◆ Exercise description
Search the entries for the word "York" and report each line that has it.

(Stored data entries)
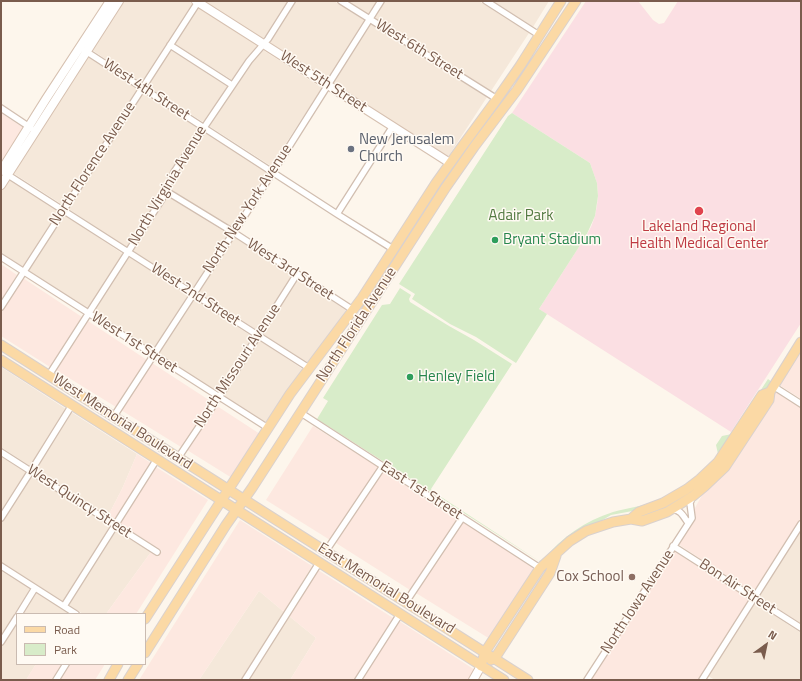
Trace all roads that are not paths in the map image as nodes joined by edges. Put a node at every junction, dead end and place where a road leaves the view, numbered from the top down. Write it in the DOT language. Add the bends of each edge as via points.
graph roads {
  1 [pos="110,1"];
  2 [pos="119,1"];
  3 [pos="292,1"];
  4 [pos="341,1"];
  5 [pos="381,1"];
  6 [pos="486,1"];
  7 [pos="561,1"];
  8 [pos="576,1"];
  9 [pos="197,2"];
  10 [pos="370,20"];
  11 [pos="539,35"];
  12 [pos="264,43"];
  13 [pos="170,45"];
  14 [pos="83,49"];
  15 [pos="232,85"];
  16 [pos="328,85"];
  17 [pos="142,88"];
  18 [pos="497,99"];
  19 [pos="1,108"];
  20 [pos="393,126"];
  21 [pos="204,127"];
  22 [pos="32,129"];
  23 [pos="450,163"];
  24 [pos="3,172"];
  25 [pos="272,172"];
  26 [pos="1,185"];
  27 [pos="446,188"];
  28 [pos="166,191"];
  29 [pos="64,210"];
  30 [pos="336,214"];
  31 [pos="233,232"];
  32 [pos="393,249"];
  33 [pos="128,252"];
  34 [pos="1,257"];
  35 [pos="23,271"];
  36 [pos="297,274"];
  37 [pos="193,294"];
  38 [pos="1,307"];
  39 [pos="353,310"];
  40 [pos="89,314"];
  41 [pos="258,335"];
  42 [pos="801,342"];
  43 [pos="1,345"];
  44 [pos="154,355"];
  45 [pos="1,360"];
  46 [pos="309,368"];
  47 [pos="49,375"];
  48 [pos="772,389"];
  49 [pos="219,397"];
  50 [pos="801,404"];
  51 [pos="72,405"];
  52 [pos="301,413"];
  53 [pos="114,416"];
  54 [pos="268,428"];
  55 [pos="289,432"];
  56 [pos="1,452"];
  57 [pos="178,458"];
  58 [pos="157,459"];
  59 [pos="383,466"];
  60 [pos="31,471"];
  61 [pos="228,490"];
  62 [pos="693,496"];
  63 [pos="244,500"];
  64 [pos="221,501"];
  65 [pos="236,510"];
  66 [pos="667,512"];
  67 [pos="1,518"];
  68 [pos="462,518"];
  69 [pos="631,519"];
  70 [pos="688,524"];
  71 [pos="801,524"];
  72 [pos="116,525"];
  73 [pos="673,546"];
  74 [pos="326,551"];
  75 [pos="158,552"];
  76 [pos="557,554"];
  77 [pos="319,562"];
  78 [pos="1,566"];
  79 [pos="540,568"];
  80 [pos="36,588"];
  81 [pos="754,598"];
  82 [pos="406,602"];
  83 [pos="64,606"];
  84 [pos="20,613"];
  85 [pos="74,613"];
  86 [pos="400,614"];
  87 [pos="146,617"];
  88 [pos="16,619"];
  89 [pos="801,628"];
  90 [pos="1,642"];
  91 [pos="146,651"];
  92 [pos="484,652"];
  93 [pos="495,658"];
  94 [pos="65,665"];
  95 [pos="117,665"];
  96 [pos="137,665"];
  97 [pos="481,666"];
  98 [pos="704,679"];
  99 [pos="56,680"];
  100 [pos="109,680"];
  101 [pos="128,680"];
  102 [pos="245,680"];
  103 [pos="358,680"];
  104 [pos="472,680"];
  105 [pos="504,680"];
  106 [pos="528,680"];
  107 [pos="587,680"];
  1 -- 14 [label="street"];
  2 -- 14 [label="street"];
  3 -- 12 [label="street, North Virginia Avenue"];
  4 -- 10 [label="street, West 6th Street"];
  5 -- 10 [label="street, North New York Avenue"];
  6 -- 11 [label="street"];
  7 -- 11 [label="main road, North Florida Avenue"];
  8 -- 27 [label="main road, North Florida Avenue" via="517,90"];
  9 -- 12 [label="street, West 5th Street"];
  9 -- 13 [label="street, North Florence Avenue"];
  10 -- 16 [label="street, North New York Avenue"];
  10 -- 18 [label="street, West 6th Street"];
  11 -- 18 [label="main road, North Florida Avenue"];
  12 -- 15 [label="street, North Virginia Avenue"];
  12 -- 16 [label="street, West 5th Street"];
  13 -- 15 [label="street"];
  13 -- 17 [label="street, North Florence Avenue"];
  14 -- 17 [label="street, West 4th Street"];
  14 -- 22 [label="street"];
  15 -- 21 [label="street, North Virginia Avenue"];
  16 -- 20 [label="street, West 5th Street"];
  16 -- 25 [label="street, North New York Avenue"];
  17 -- 21 [label="street, West 4th Street"];
  17 -- 29 [label="street, North Florence Avenue"];
  18 -- 23 [label="main road, North Florida Avenue"];
  19 -- 22 [label="street"];
  20 -- 23 [label="street, West 5th Street"];
  20 -- 30 [label="street"];
  21 -- 25 [label="street, West 4th Street"];
  21 -- 28 [label="street, North Virginia Avenue" via="174,172"];
  22 -- 24 [label="street"];
  23 -- 27 [label="main road"];
  23 -- 32 [label="main road, North Florida Avenue"];
  24 -- 26 [label="street"];
  24 -- 29 [label="street, West 2nd Street"];
  25 -- 30 [label="street, West 4th Street"];
  25 -- 31 [label="street, North New York Avenue"];
  27 -- 52 [label="main road, North Florida Avenue"];
  28 -- 31 [label="street, West 3rd Street"];
  28 -- 33 [label="street, North Virginia Avenue"];
  29 -- 33 [label="street, West 2nd Street"];
  29 -- 35 [label="street, North Florence Avenue"];
  30 -- 32 [label="street, West 4th Street"];
  31 -- 36 [label="street, West 3rd Street"];
  31 -- 37 [label="street, North New York Avenue"];
  32 -- 39 [label="main road, North Florida Avenue"];
  33 -- 37 [label="street, West 2nd Street"];
  33 -- 40 [label="street, North Virginia Avenue"];
  34 -- 35 [label="street, West 1st Street"];
  35 -- 38 [label="street, North Florence Avenue"];
  35 -- 40 [label="street, West 1st Street"];
  36 -- 39 [label="street, West 3rd Street"];
  36 -- 41 [label="street, North Missouri Avenue"];
  37 -- 41 [label="street, West 2nd Street"];
  37 -- 44 [label="street, North New York Avenue"];
  39 -- 46 [label="main road, North Florida Avenue"];
  39 -- 55 [label="main road" via="349,330 294,415"];
  40 -- 44 [label="street, West 1st Street"];
  40 -- 47 [label="street, North Virginia Avenue"];
  41 -- 46 [label="street, West 2nd Street"];
  41 -- 49 [label="street, North Missouri Avenue"];
  42 -- 48 [label="main road"];
  43 -- 47 [label="main road, West Memorial Boulevard"];
  44 -- 49 [label="street, West 1st Street"];
  44 -- 53 [label="street, North New York Avenue"];
  45 -- 51 [label="main road, West Memorial Boulevard"];
  46 -- 54 [label="main road, North Florida Avenue"];
  47 -- 53 [label="main road, West Memorial Boulevard"];
  48 -- 50 [label="street"];
  48 -- 62 [label="main road" via="769,400 725,467"];
  48 -- 69 [label="main road" via="762,395 718,462 700,479 663,503 639,512"];
  49 -- 54 [label="street, West 1st Street"];
  49 -- 57 [label="street, North Missouri Avenue"];
  51 -- 58 [label="main road, West Memorial Boulevard"];
  51 -- 60 [label="street"];
  52 -- 55 [label="main road, North Florida Avenue"];
  52 -- 59 [label="street, East 1st Street"];
  53 -- 57 [label="main road, West Memorial Boulevard"];
  54 -- 61 [label="main road, North Florida Avenue"];
  55 -- 63 [label="main road, North Florida Avenue"];
  56 -- 60 [label="street, West Quincy Street"];
  57 -- 61 [label="main road, West Memorial Boulevard"];
  58 -- 64 [label="main road, West Memorial Boulevard"];
  58 -- 72 [label="street"];
  59 -- 68 [label="street, East 1st Street"];
  59 -- 74 [label="street"];
  60 -- 67 [label="street"];
  60 -- 72 [label="street, West Quincy Street"];
  61 -- 63 [label="main road, West Memorial Boulevard"];
  61 -- 64 [label="main road, North Florida Avenue"];
  62 -- 66 [label="main road"];
  62 -- 70 [label="street, North Iowa Avenue" via="690,503 692,518"];
  63 -- 65 [label="main road, North Florida Avenue"];
  63 -- 74 [label="main road, East Memorial Boulevard"];
  64 -- 65 [label="main road, East Memorial Boulevard"];
  64 -- 87 [label="main road, North Florida Avenue"];
  65 -- 77 [label="main road, East Memorial Boulevard"];
  65 -- 91 [label="main road, North Florida Avenue"];
  66 -- 69 [label="main road" via="642,521"];
  66 -- 70 [label="street" via="679,511"];
  68 -- 79 [label="street, East 1st Street"];
  68 -- 82 [label="street"];
  69 -- 76 [label="main road" via="586,531 570,541"];
  70 -- 73 [label="street, North Iowa Avenue"];
  71 -- 81 [label="street"];
  72 -- 75 [label="street, West Quincy Street"];
  72 -- 83 [label="street"];
  73 -- 81 [label="street, Bon Air Street"];
  73 -- 107 [label="street, North Iowa Avenue"];
  74 -- 82 [label="main road, East Memorial Boulevard"];
  76 -- 79 [label="main road"];
  76 -- 93 [label="main road" via="550,573"];
  77 -- 86 [label="main road, East Memorial Boulevard"];
  77 -- 102 [label="street"];
  78 -- 80 [label="street"];
  79 -- 92 [label="main road"];
  80 -- 83 [label="street"];
  80 -- 84 [label="street"];
  81 -- 89 [label="street, Bon Air Street"];
  81 -- 98 [label="street"];
  82 -- 92 [label="main road, East Memorial Boulevard"];
  83 -- 85 [label="street"];
  86 -- 97 [label="main road, East Memorial Boulevard"];
  86 -- 103 [label="street"];
  88 -- 90 [label="street"];
  92 -- 93 [label="main road, East Memorial Boulevard"];
  92 -- 97 [label="main road"];
  93 -- 97 [label="main road"];
  93 -- 106 [label="main road, East Memorial Boulevard"];
  94 -- 99 [label="street"];
  95 -- 100 [label="main road"];
  96 -- 101 [label="main road"];
  97 -- 104 [label="street"];
  97 -- 105 [label="main road, East Memorial Boulevard"];
}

◆ Answer area
  5 -- 10 [label="street, North New York Avenue"];
  10 -- 16 [label="street, North New York Avenue"];
  16 -- 25 [label="street, North New York Avenue"];
  25 -- 31 [label="street, North New York Avenue"];
  31 -- 37 [label="street, North New York Avenue"];
  37 -- 44 [label="street, North New York Avenue"];
  44 -- 53 [label="street, North New York Avenue"];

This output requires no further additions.